Collected data
=== Begin Enclosure ===
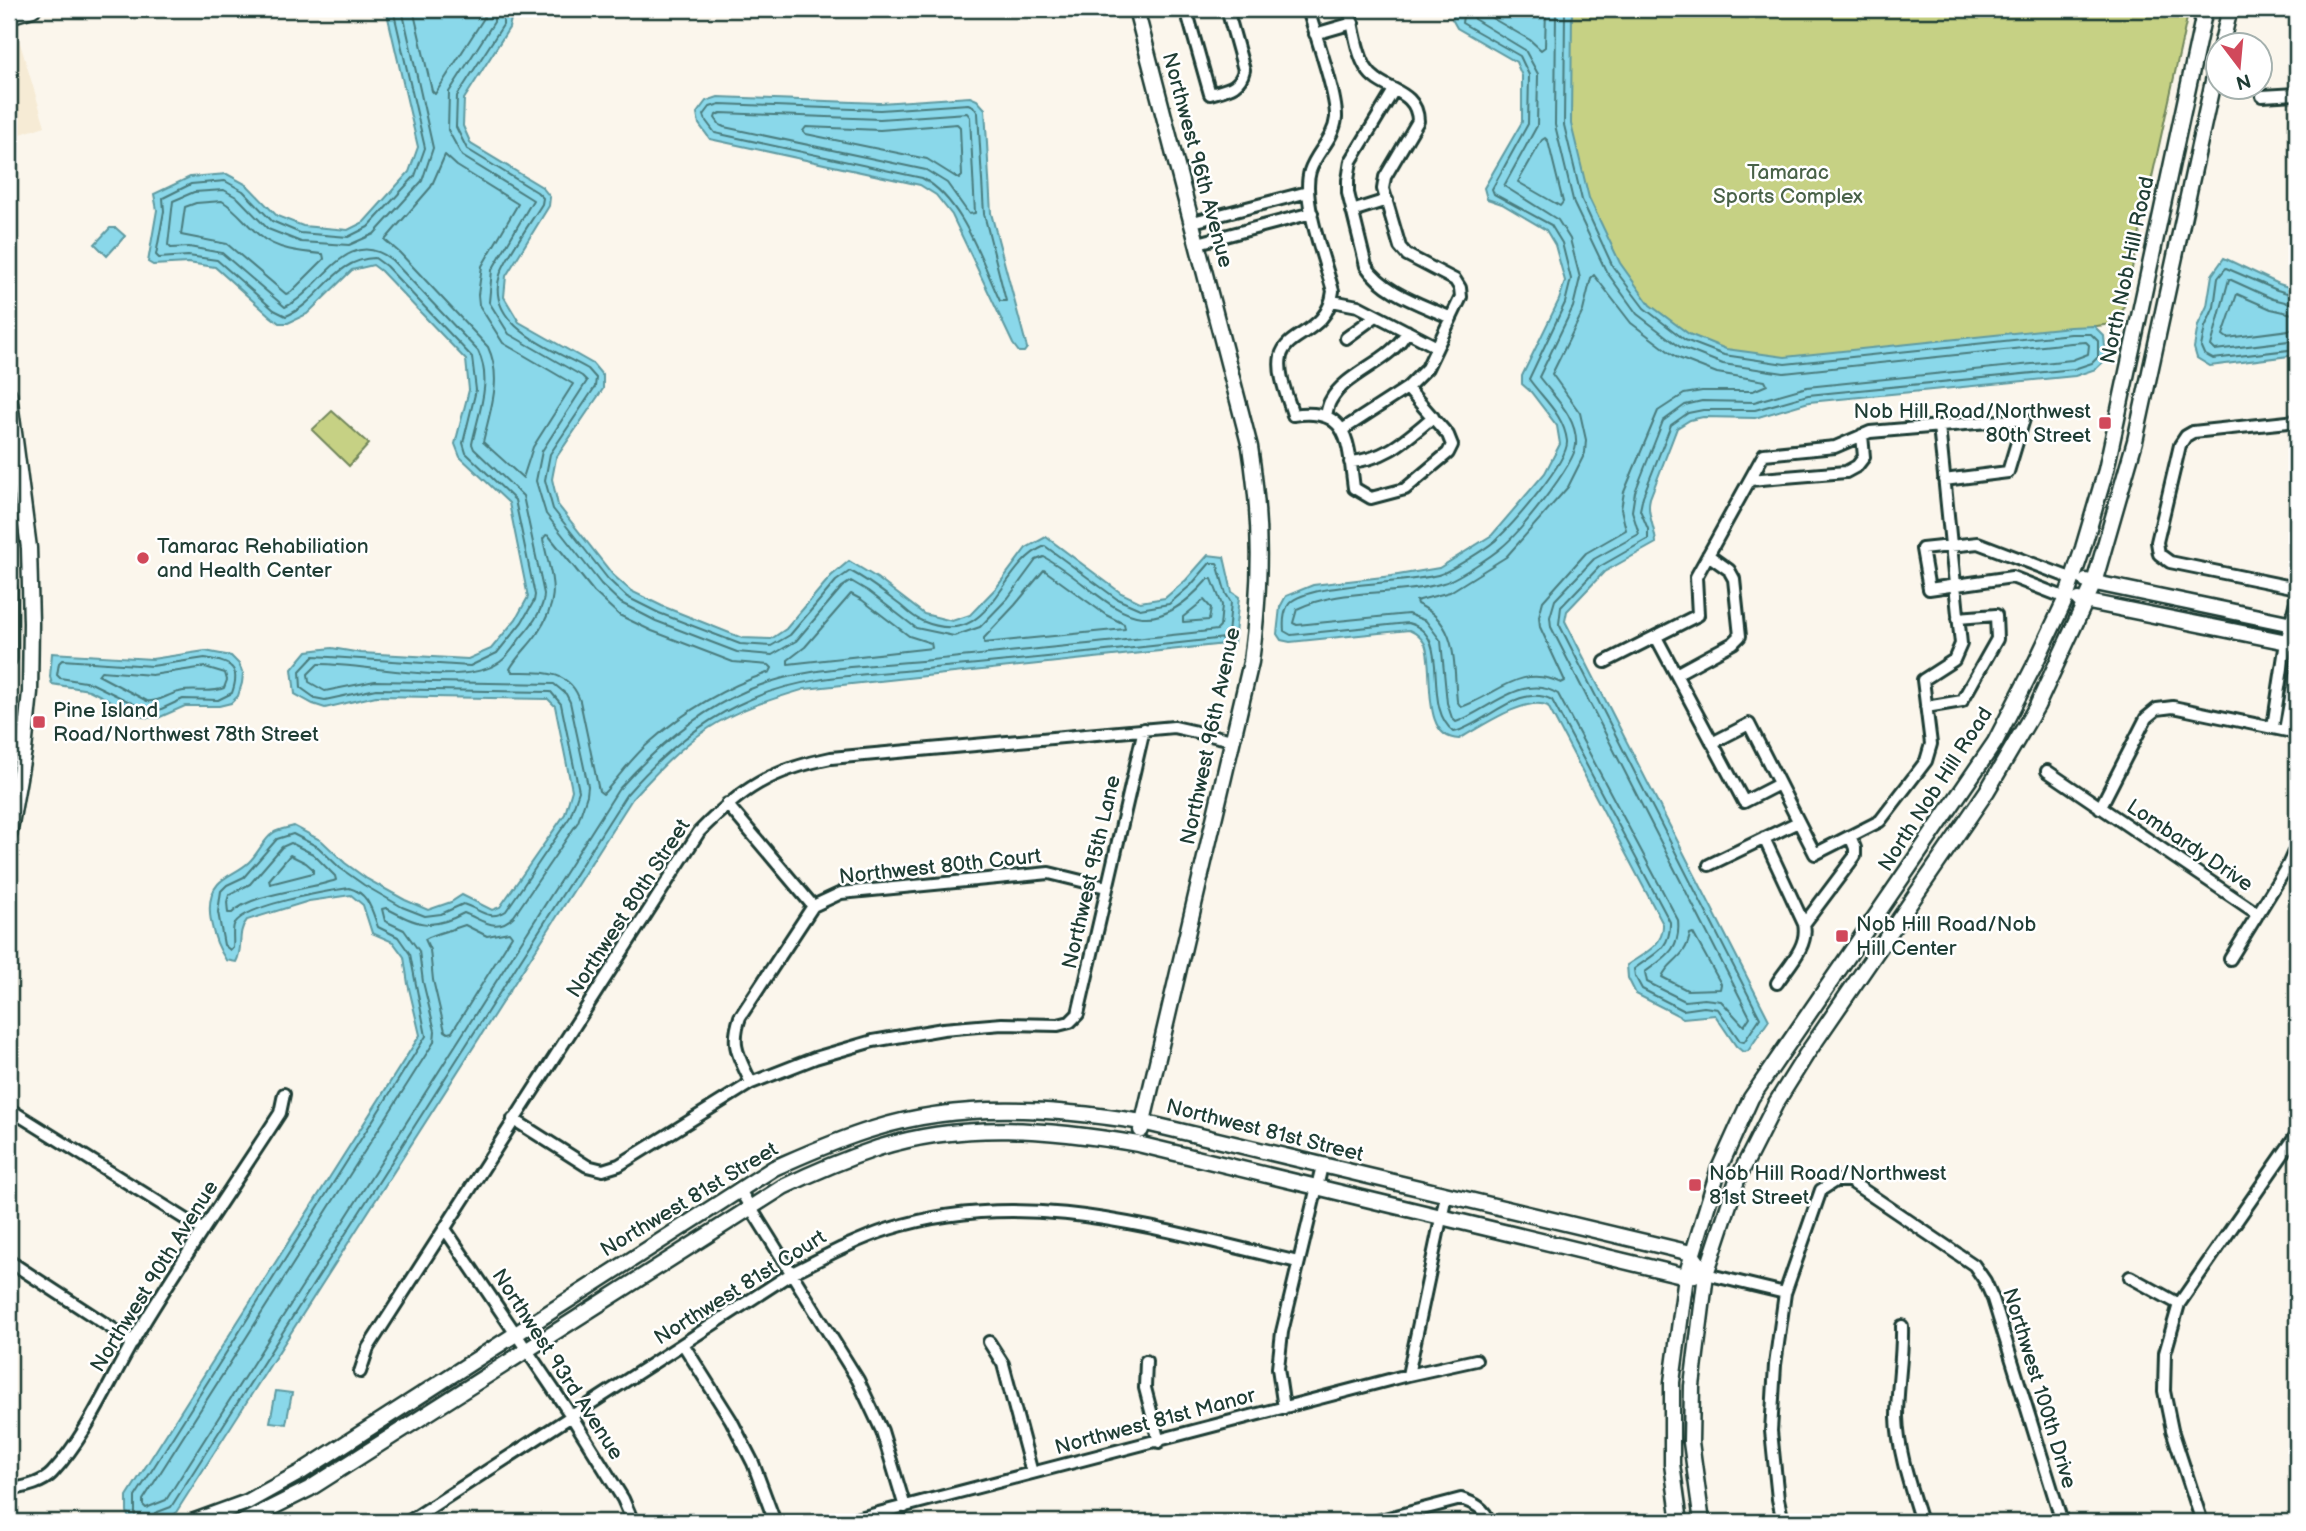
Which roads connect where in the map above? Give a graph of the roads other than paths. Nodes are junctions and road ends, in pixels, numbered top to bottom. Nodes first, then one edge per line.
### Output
1 (33, 9) edge
2 (1136, 9) edge
3 (1186, 9) edge
4 (1227, 9) edge
5 (1308, 9) edge
6 (1349, 9) edge
7 (2206, 9) edge
8 (2230, 9) edge
9 (9, 16) edge
10 (1353, 23) junction
11 (2224, 32) edge
12 (1315, 34) junction
13 (1394, 90) junction
14 (2297, 94) edge
15 (2274, 95) edge
16 (2208, 102) edge
17 (1308, 192) junction
18 (1387, 201) junction
19 (1266, 203) junction
20 (1352, 211) junction
21 (1312, 212) junction
22 (1193, 222) junction
23 (1270, 224) junction
24 (1198, 243) junction
25 (1332, 301) junction
26 (1376, 316) junction
27 (1451, 318) junction
28 (1407, 331) junction
29 (1346, 338) dead end
30 (1437, 347) junction
31 (1407, 388) junction
32 (9, 394) edge
33 (1326, 416) junction
34 (1433, 417) junction
35 (2297, 421) edge
36 (1939, 426) junction
37 (1342, 430) junction
38 (1862, 435) junction
39 (1350, 462) junction
40 (1750, 480) junction
41 (1944, 480) junction
42 (1951, 545) junction
43 (1708, 555) junction
44 (2073, 579) junction
45 (2094, 583) junction
46 (1955, 585) junction
47 (2297, 588) edge
48 (9, 589) edge
49 (2297, 597) edge
50 (2066, 598) junction
51 (2086, 602) junction
52 (1958, 618) junction
53 (2294, 624) edge
54 (1656, 637) junction
55 (2291, 643) edge
56 (9, 659) edge
57 (1605, 662) dead end
58 (2297, 665) edge
59 (1676, 674) junction
60 (2278, 692) junction
61 (2291, 695) junction
62 (1926, 707) junction
63 (2273, 727) junction
64 (1144, 729) junction
65 (2285, 730) junction
66 (2297, 733) edge
67 (1233, 740) junction
68 (1712, 743) junction
69 (2047, 771) dead end
70 (1779, 784) junction
71 (727, 804) junction
72 (2100, 808) junction
73 (1798, 822) junction
74 (9, 835) edge
75 (1850, 836) junction
76 (1764, 838) junction
77 (2297, 845) edge
78 (1709, 865) dead end
79 (1106, 887) junction
80 (813, 906) junction
81 (2258, 914) junction
82 (1804, 925) junction
83 (2230, 959) dead end
84 (1777, 983) dead end
85 (751, 1083) junction
86 (284, 1094) dead end
87 (10, 1111) edge
88 (513, 1119) junction
89 (1142, 1122) junction
90 (2297, 1134) edge
91 (1138, 1144) junction
92 (1322, 1166) junction
93 (1317, 1187) junction
94 (739, 1189) junction
95 (1446, 1195) junction
96 (750, 1207) junction
97 (1441, 1217) junction
98 (445, 1229) junction
99 (203, 1230) junction
100 (1691, 1254) junction
101 (9, 1261) edge
102 (1298, 1262) junction
103 (792, 1273) junction
104 (1706, 1274) junction
105 (1686, 1276) junction
106 (2130, 1277) dead end
107 (1784, 1293) junction
108 (2179, 1304) junction
109 (1902, 1326) dead end
110 (515, 1333) junction
111 (133, 1342) junction
112 (989, 1342) dead end
113 (683, 1344) junction
114 (527, 1349) junction
115 (1476, 1360) dead end
116 (1146, 1361) dead end
117 (360, 1372) dead end
118 (1408, 1375) junction
119 (1284, 1408) junction
120 (572, 1417) junction
121 (1158, 1442) junction
122 (1032, 1473) junction
123 (9, 1490) edge
124 (905, 1507) junction
125 (192, 1522) edge
126 (243, 1522) edge
127 (408, 1522) edge
128 (633, 1522) edge
129 (775, 1522) edge
130 (844, 1522) edge
131 (1373, 1522) edge
132 (1489, 1522) edge
133 (1680, 1522) edge
134 (1702, 1522) edge
135 (1783, 1522) edge
136 (1921, 1522) edge
137 (2062, 1522) edge
138 (2202, 1522) edge

1 - 9 street
2 - 22 street, Northwest 96th Avenue
3 - 4 street
5 - 12 street
6 - 10 street
7 - 44 street, North Nob Hill Road
8 - 11 street
10 - 12 street
10 - 13 street
12 - 17 street
13 - 18 street
13 - 20 street
14 - 15 street
16 - 45 street, North Nob Hill Road
17 - 19 street
17 - 21 street
18 - 20 street
18 - 27 street
19 - 22 street
19 - 23 street
20 - 27 street
21 - 23 street
21 - 25 street
22 - 24 street, Northwest 96th Avenue
23 - 24 street
24 - 67 street, Northwest 96th Avenue
25 - 26 street
25 - 33 street
26 - 28 street
26 - 29 street
27 - 30 street
28 - 30 street
28 - 33 street
30 - 31 street
31 - 34 street
31 - 37 street
32 - 74 street
33 - 37 street
34 - 39 street
34 - 39 street
35 - 47 street
36 - 38 street
36 - 41 street
36 - 41 street
37 - 39 street
38 - 40 street
38 - 40 street
40 - 43 street
41 - 42 street
42 - 44 street
42 - 46 street
42 - 46 street
43 - 54 street
43 - 59 street
44 - 45 street
44 - 50 street, North Nob Hill Road
45 - 51 street, North Nob Hill Road
45 - 53 street
46 - 50 street
46 - 52 street
48 - 56 street
49 - 53 street
50 - 51 street
50 - 100 street, North Nob Hill Road
51 - 55 street
51 - 104 street, North Nob Hill Road
52 - 62 street
52 - 62 street
53 - 55 street
54 - 57 street
54 - 59 street
55 - 60 street
58 - 61 street
59 - 68 street
60 - 61 street
60 - 63 street
61 - 65 street
62 - 75 street
63 - 65 street, Lombardy Drive
63 - 72 street, Lombardy Drive
64 - 67 street, Northwest 80th Street
64 - 71 street, Northwest 80th Street
64 - 79 street, Northwest 95th Lane
65 - 66 street, Lombardy Drive
67 - 89 street, Northwest 96th Avenue
68 - 70 street
68 - 70 street
69 - 72 street, Lombardy Drive
70 - 73 street
71 - 80 street
71 - 88 street, Northwest 80th Street
72 - 81 street, Lombardy Drive
73 - 75 street
73 - 76 street
75 - 82 street
76 - 78 street
76 - 82 street
77 - 81 street, Lombardy Drive
79 - 80 street, Northwest 80th Court
79 - 85 street, Northwest 95th Lane
80 - 85 street
81 - 83 street, Lombardy Drive
82 - 84 street
85 - 88 street
86 - 99 street, Northwest 90th Avenue
87 - 99 street
88 - 98 street, Northwest 80th Street
89 - 91 street, Northwest 96th Avenue
89 - 92 street, Northwest 81st Street
89 - 94 street, Northwest 81st Street
90 - 108 street
91 - 93 street, Northwest 81st Street
91 - 96 street, Northwest 81st Street
92 - 93 street
92 - 95 street, Northwest 81st Street
93 - 97 street, Northwest 81st Street
93 - 102 street
94 - 96 street
94 - 110 street, Northwest 81st Street
95 - 97 street
95 - 100 street, Northwest 81st Street
96 - 103 street
96 - 114 street, Northwest 81st Street
97 - 105 street, Northwest 81st Street
97 - 118 street
98 - 110 street, Northwest 93rd Avenue
98 - 117 street, Northwest 80th Street
99 - 111 street, Northwest 90th Avenue
100 - 104 street
100 - 105 street, North Nob Hill Road
101 - 111 street
102 - 103 street, Northwest 81st Court
102 - 119 street
103 - 113 street, Northwest 81st Court
103 - 124 street
104 - 105 street, Northwest 81st Street
104 - 107 street, Northwest 81st Street
104 - 134 street, North Nob Hill Road
105 - 133 street, North Nob Hill Road
106 - 108 street
107 - 135 street
107 - 137 street, Northwest 100th Drive
108 - 138 street
109 - 136 street
110 - 114 street, Northwest 93rd Avenue
110 - 125 street, Northwest 81st Street
111 - 123 street, Northwest 90th Avenue
112 - 122 street
113 - 120 street, Northwest 81st Court
113 - 129 street
114 - 120 street, Northwest 93rd Avenue
114 - 126 street, Northwest 81st Street
115 - 118 street, Northwest 81st Manor
116 - 121 street
118 - 119 street, Northwest 81st Manor
119 - 121 street, Northwest 81st Manor
120 - 127 street, Northwest 81st Court
120 - 128 street, Northwest 93rd Avenue
121 - 122 street, Northwest 81st Manor
122 - 124 street, Northwest 81st Manor
124 - 130 street, Northwest 81st Manor
131 - 132 street

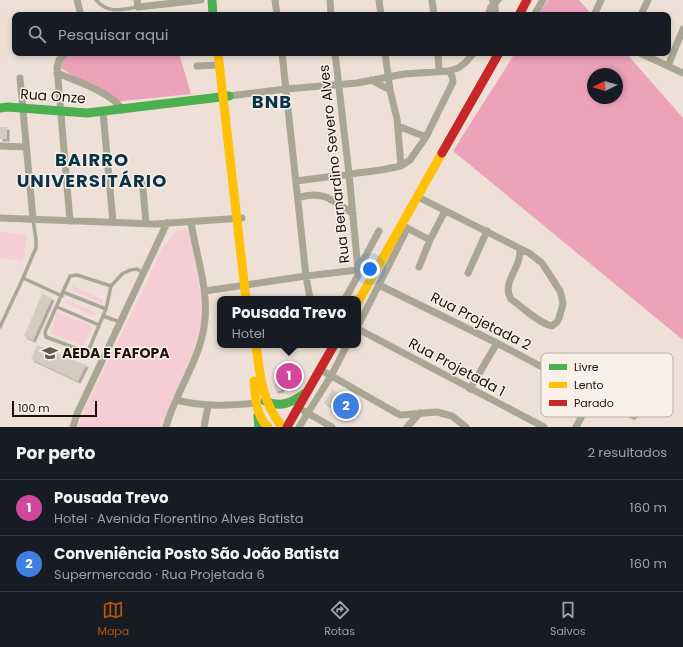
=== End Enclosure ===
Aim of the exercise: List the lines of the entries that include "Lane".

Solved problem:
64 - 79 street, Northwest 95th Lane
79 - 85 street, Northwest 95th Lane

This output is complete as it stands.